Que la fameuse revendication, maintes fois reprise, notamment pour l'orthographe : "La langue est vivante, laissez-la évoluer ! N'hésitez pas à simplifier l'orthographe si compliquée !" est parfaitement inutile. Oui, la langue est vivante, mais elle évolue toute seule. Non seulement, elle n'a besoin de personne pour le faire, mais elle refuse toute initiative individuelle.
Inutile, donc, de chercher à modifier quoi que ce soit, l'orthographe ou la prononciation : l'une ou l'autre se modifiera d'elle-même, de façon imprévisible. Et l'on observe que cette évolution est à des années-lumière de ce que nous appelons "logique". Phénomène social, vivant, la langue a, comme tous les phénomènes vivants, sa propre logique d'évolution, imperméable à toute intervention humaine, qui choisit rarement le sens d'une simplification. Ce sont même souvent les solutions les plus complexes, qui l'emportent.

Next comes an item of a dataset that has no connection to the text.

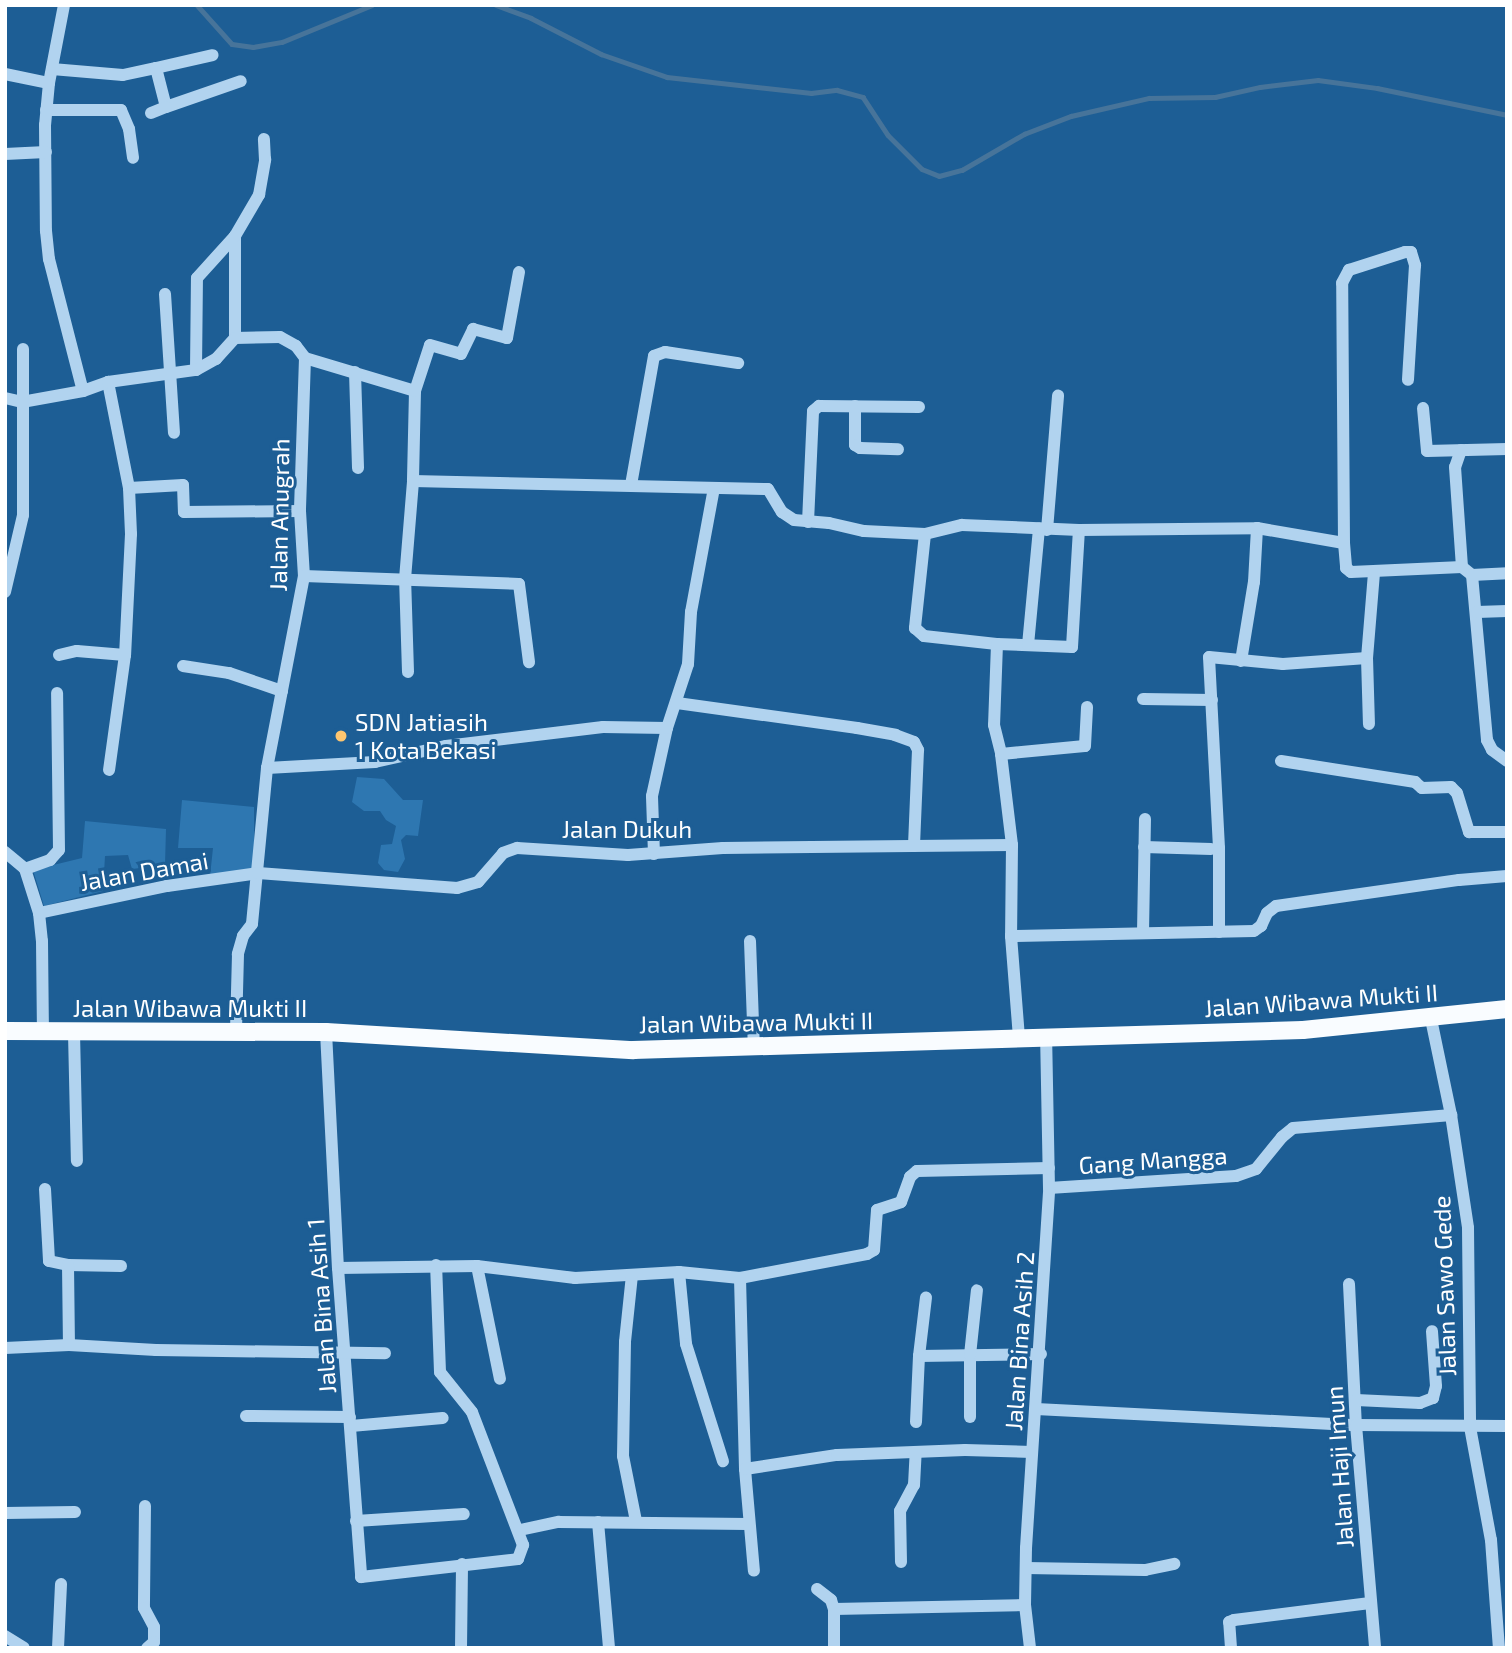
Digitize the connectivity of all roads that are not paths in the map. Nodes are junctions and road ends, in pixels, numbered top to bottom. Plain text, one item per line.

Il y a eu pourtant, dans son histoire, des interventions individuelles, qui en ont fait ce qu'elle est..

C'est vrai.
Le français, contrairement à la plupart des autres langues, a une histoire singulière : sa naissance, on la doit à un individu — et quel individu ! Un roi. C'est François 1er qui, le 10 août 1589, par l'Edit de Viller-Cotterêt, a déclaré : Nous voulons que dorénavant tous arrêts, ensemble toutes autres procédures, soit de nos cours souveraines ou autres subalternes et inférieures, soit de registres, enquêtes, contrats, commissions, sentences, testaments et autres quelconques actes & exploits de justice, ou qui en dépendent, soient prononcés, enregistrés & délivrés aux parties, en langage maternel francoys, et non autrement.
Oser remplacer le noble latin par un parler populaire, issu d'une lente dégradation de celui-là, c'est ce qu'on pourrait appeler un acte révolutionnaire ! Et l'on sait que ça n'a pas plu à tout le monde : les Finkelkraut et autres Brighelli de l'époque ont dû manquer d'en avaler leur dentier... Cette audace a donc eu besoin d'être soutenue à la fois linguistiquement et surtout politiquement : il a fallu donner des lettres de noblesse à ce bébé illégitime, et, avant tout, le protéger des salissures de la rue.
La célèbre formule de R. Estienne, que Boileau, Bossuet et la toute nouvelle Académie ont reprise à leur compte, selon laquelle, l'orthographe devait "distinguer les gens de lettres, des ignorants et des simples femmes", n'était nullement une preuve de racisme social insupportable, mais une nécessité politique capitale : il ne faut jamais oublier le regard historique : sans lui, un savoir n'en est pas un.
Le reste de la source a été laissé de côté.